Une mite des vêtements ne mange jamais le manteau elle-même. Elle ne peut pas : les pièces buccales de l’adulte sont vestigiales.
À la place, elle repère l’obscurité au fond d’un placard, s’insère dans une couture et colle à la laine quelques douzaine d’œufs. Ses larves affamées s’attaquent ensuite à l’alimentation, pâturant là où personne ne regarde jusqu’au moment où il est trop tard. Les trous sont là, les dégâts faits.
Mardi, le gouvernement allemand a conclu que la Russie était responsable de l’attaque tentée le 4 août à l’aéroport Leipzig/Halle, où un drone chargé d’explosifs a été retrouvé près d’un avion-cargo ukrainien et a été démantelé.

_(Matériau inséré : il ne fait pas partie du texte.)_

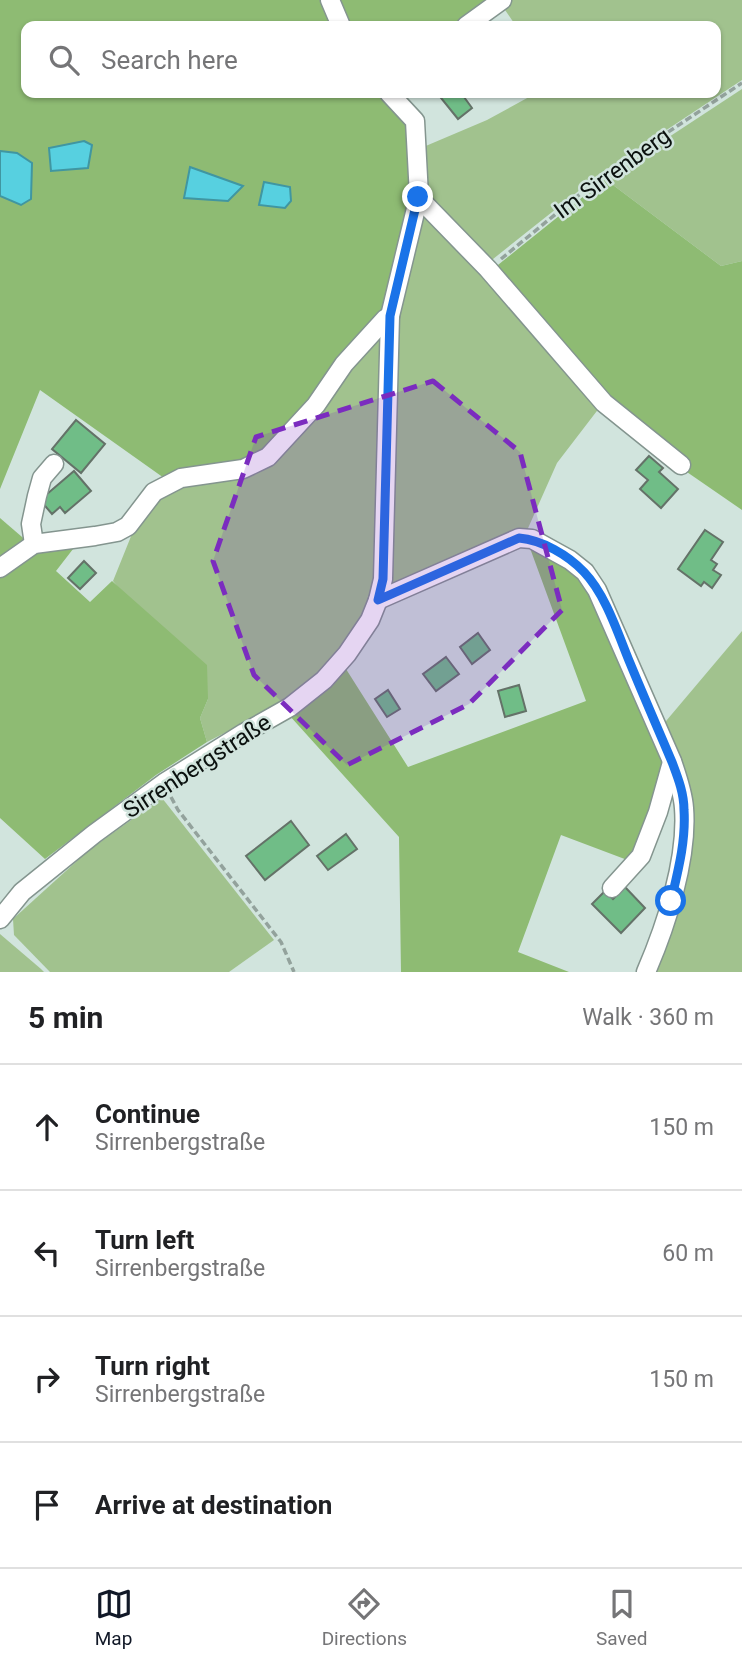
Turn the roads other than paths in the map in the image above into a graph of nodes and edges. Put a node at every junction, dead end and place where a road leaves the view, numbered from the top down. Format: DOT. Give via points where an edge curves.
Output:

Le ministre de l’Intérieur, Alexander Dobrindt, a déclaré que les renseignements pointaient vers des personnes agissant « au nom d’entités d’État russes », sans préciser lesquelles.
Berlin a convoqué l’ambassadeur de Moscou, pris des mesures pour fermer un consulat et un centre culturel russes, et cherchera à obtenir de nouvelles sanctions de l’Union européenne. L’ambassadeur de Moscou a rejeté les accusations comme absurdes et a prévenu des représailles.
Personne n’a accusé le président russe Vladimir Poutine d’être celui qui a piloté ce drone. Souvenez-vous : la mite mère ne mange pas le manteau.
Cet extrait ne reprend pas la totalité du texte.